Let’s go back to the first example from The Novel That Shall Not Be Named. I’ll refresh your memory:

He headed for the baggage claim tiredly, hoping this would be the last time for a while.

How about:

Exhausted from the long flight from Dusseldorf, he joined the herd of passengers making their lemming-like way to the baggage claim, hoping he wouldn’t have to travel overseas again for a while.

Now, I know we can argue the point to excess, but to me, it reads better with some context and gives the sentence a little more gas. Here are a few more examples.

I had her wrist firmly in hand.

I squeezed her wrist.

 

She closed the door firmly.

She slammed the door.

 

The horse loped around the arena speedily.

Comfortable in the saddle, Matt loped around the arena.

 

He stuttered haltingly.

How about a simple, “He stuttered.”

 

Read your manuscript carefully.

Read your manuscript with a critical eye toward those annoying adverbs.

 

Again, they tend to prop up weak or listless sentences, and that’s when I can’t stand those little buggers.

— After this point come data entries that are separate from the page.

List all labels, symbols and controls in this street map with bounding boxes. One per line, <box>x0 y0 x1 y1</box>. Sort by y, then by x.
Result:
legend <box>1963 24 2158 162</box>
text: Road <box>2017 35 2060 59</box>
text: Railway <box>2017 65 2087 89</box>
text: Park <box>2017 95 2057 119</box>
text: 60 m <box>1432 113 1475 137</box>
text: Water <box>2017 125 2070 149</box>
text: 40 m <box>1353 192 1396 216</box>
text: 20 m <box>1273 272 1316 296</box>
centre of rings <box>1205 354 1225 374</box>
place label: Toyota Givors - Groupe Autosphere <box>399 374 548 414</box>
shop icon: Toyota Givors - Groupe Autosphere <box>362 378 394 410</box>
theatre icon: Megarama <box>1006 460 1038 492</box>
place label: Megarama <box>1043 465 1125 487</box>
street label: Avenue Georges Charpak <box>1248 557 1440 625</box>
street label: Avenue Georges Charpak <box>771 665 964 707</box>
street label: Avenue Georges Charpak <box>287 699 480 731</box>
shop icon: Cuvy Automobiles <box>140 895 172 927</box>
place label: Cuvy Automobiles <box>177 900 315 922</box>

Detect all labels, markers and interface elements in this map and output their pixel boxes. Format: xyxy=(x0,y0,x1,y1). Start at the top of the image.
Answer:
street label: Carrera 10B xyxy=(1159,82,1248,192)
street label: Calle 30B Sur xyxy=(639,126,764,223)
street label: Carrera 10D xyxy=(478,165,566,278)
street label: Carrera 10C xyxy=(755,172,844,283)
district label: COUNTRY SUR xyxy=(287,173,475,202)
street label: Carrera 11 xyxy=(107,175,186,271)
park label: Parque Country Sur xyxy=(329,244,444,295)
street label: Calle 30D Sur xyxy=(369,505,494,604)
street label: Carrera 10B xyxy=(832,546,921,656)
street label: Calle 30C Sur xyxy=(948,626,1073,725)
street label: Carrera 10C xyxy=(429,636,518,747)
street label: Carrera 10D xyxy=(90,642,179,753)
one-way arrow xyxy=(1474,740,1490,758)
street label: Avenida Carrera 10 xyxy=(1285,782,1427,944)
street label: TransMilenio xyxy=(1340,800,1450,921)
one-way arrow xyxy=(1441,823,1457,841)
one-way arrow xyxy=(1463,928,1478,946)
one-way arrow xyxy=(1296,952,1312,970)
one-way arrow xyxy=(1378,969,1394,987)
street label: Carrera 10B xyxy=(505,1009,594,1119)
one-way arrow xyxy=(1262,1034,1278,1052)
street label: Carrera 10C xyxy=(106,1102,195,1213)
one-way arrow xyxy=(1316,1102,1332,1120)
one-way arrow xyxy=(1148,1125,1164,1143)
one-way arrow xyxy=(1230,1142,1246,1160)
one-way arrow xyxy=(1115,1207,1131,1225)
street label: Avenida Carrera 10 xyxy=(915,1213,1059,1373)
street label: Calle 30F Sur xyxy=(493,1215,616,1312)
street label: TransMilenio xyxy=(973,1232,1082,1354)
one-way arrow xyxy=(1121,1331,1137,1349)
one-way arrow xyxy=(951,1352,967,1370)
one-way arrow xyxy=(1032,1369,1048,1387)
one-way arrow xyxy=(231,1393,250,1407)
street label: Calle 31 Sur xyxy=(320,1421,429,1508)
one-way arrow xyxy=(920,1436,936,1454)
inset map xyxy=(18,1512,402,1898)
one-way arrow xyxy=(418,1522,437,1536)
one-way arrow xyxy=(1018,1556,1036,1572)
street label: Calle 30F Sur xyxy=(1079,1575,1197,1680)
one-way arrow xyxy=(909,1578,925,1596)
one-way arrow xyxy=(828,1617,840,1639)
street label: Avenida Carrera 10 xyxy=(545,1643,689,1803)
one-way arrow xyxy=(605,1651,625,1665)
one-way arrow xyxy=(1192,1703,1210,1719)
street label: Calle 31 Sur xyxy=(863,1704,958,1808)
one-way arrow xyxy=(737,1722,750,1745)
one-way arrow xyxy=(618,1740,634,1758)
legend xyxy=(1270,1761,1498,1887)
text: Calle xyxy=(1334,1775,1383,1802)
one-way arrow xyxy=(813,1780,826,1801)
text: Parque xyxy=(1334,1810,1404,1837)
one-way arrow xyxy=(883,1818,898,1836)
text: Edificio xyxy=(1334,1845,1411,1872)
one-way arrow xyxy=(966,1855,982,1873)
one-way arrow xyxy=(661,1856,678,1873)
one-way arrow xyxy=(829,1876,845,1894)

When you find them, re-write the sentence and it will almost always be better than the original.

 

This example from Daily Writing Tips is a perfect example of these useless weeds (King’s description).

 

“Adverbs, like adjectives, have gotten a bad rap for their cluttering qualities. They are ever so useful, and so applicable and adaptable that writers often employ them mindlessly and indiscriminately. But which of the three adverbs in the preceding phrase (not only mindlessly and indiscriminately but also often) must I mercilessly vaporize with the Delete key?”

 

How about “…writers employ them without conscious thought,” or maybe, “…writers employ them with unconsidered, gleeful abandon,” or “…writers should find a better way to construct their sentences.”

I don’t think budding authors even know they’re being lazy, or maybe they don’t recognize adverbs for what they are. After reading On Writing by Mr. King, I went back and combed through my first manuscript, excising as many adverbs as I could find, and the truth be told, my writing sparkled when I deleted most of them.

Just this past Sunday, a friend asked if he could pick my brain a little about becoming an author. I have an idea for a non-fiction book.”

“I’ve written a lot of how-to magazine articles, but fiction is completely different and that’s where I’m comfortable.” I suggested some conferences or writing classes he could take to get started, but he had other ideas.

“I just want to talk about language and style.” He glanced around, as if worried that someone was listening in.

I couldn’t resist having a little fun with him. “I can give you a quick lesson now.”

“Okay, shoot.”

“Write conversationally and avoid adverbs.”

Nodding, he wrote the sentence down on a scrap piece of paper.

It was just too easy, because he was concentrating on the subject at hand, much like writing the first draft of a manuscript, and those adverbs weren’t yet resonating. “Remember, no adverbs if you can help it. Seriously. That’s the best advice I can offer right now.”

“Absolutely. Thanks for your help.”

“You’re welcome.”

Funny Business

I cut my writing teeth on humor columns.

It came from years of reading great writers who knew how to make readers smile and laugh, authors such as Patrick McManus (one of the funniest columnists I’ve ever read, who made me laugh out loud and was a surprise when I finally met him, because the guy was dry as a geology professor), Donald E. Westlake (who combined classic whodunits with humor), Max Schulman (author and creator of Dobie Gillis), and Jack Douglas (most of you haven’t heard of him, but he was an outstanding TV writer who became a noted author in the 1960s and 70s), and finally a good friend and author, Joe R. Lansdale, who combines action and dark humor and is still going strong.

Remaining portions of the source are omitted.